Community Corner

LETTER: St. Louis County Parks Legacy Could Be Lost Forever

Tad Biggs, past president of The Open Space Council, states in this letter to the editor "the threat to sell off our parks if we do not agree to a further increase [in property taxes] is simply extortion."

I read the proposal to start closing and selling off county parks, noting the budget figures for the various departments, and how the parks budget alone is singled out for evisceration to the point of literally treating precious and irreplaceable park land as a bank of capital to fund other ongoing operations.  This is a watershed for St. Louis County government, and every citizen of the County should take note.

St. Louis County is not growing. Its population has held steady at a million for 20 years, and has started to slowly decline.
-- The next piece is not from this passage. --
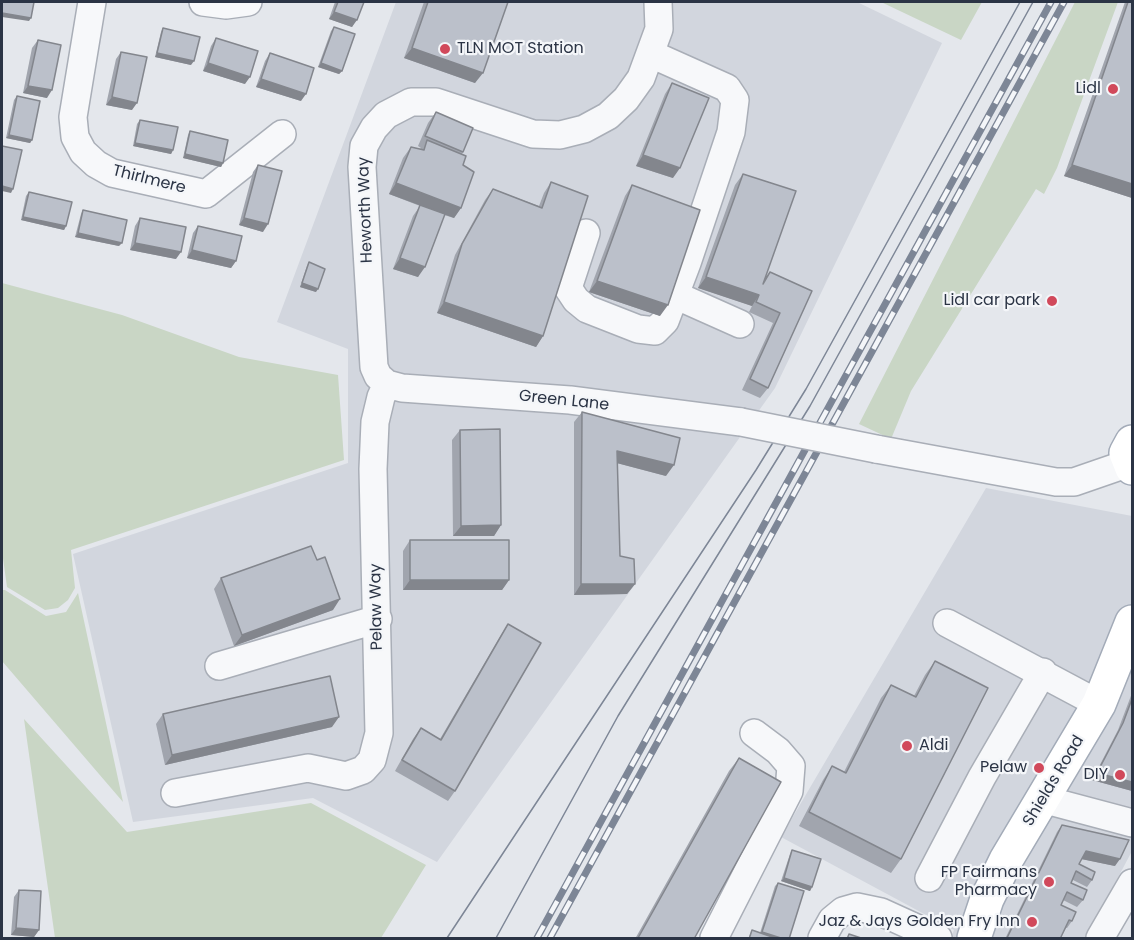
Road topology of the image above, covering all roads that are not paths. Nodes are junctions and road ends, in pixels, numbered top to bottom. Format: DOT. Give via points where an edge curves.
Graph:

But St. Louis County government is growing.  We all see that this is a proposal to force yet another increase in our property taxes, to fund this growth, not of the county, but of its

The proposal to sell the parks is basically a crude exercise to extort more taxes, but it reveals a deep set of priorities that everyone needs to mark. I have been on The Open Space Council for 40 years, and observed the tremendous effort it takes to secure park land in a growing city. Park land is priceless infrastructure to any community that seeks to be a place where people want to live. Just look how Forest Park has secured neighborhoods in a city that has otherwise driven hundreds of thousands out! To say it isn’t paying anything as I saw in the copy, is ridiculous. Nothing in government pays anything – that is why we have taxes.  We don’t make money on the police and fire departments, roads and sewers and parks – we just need them.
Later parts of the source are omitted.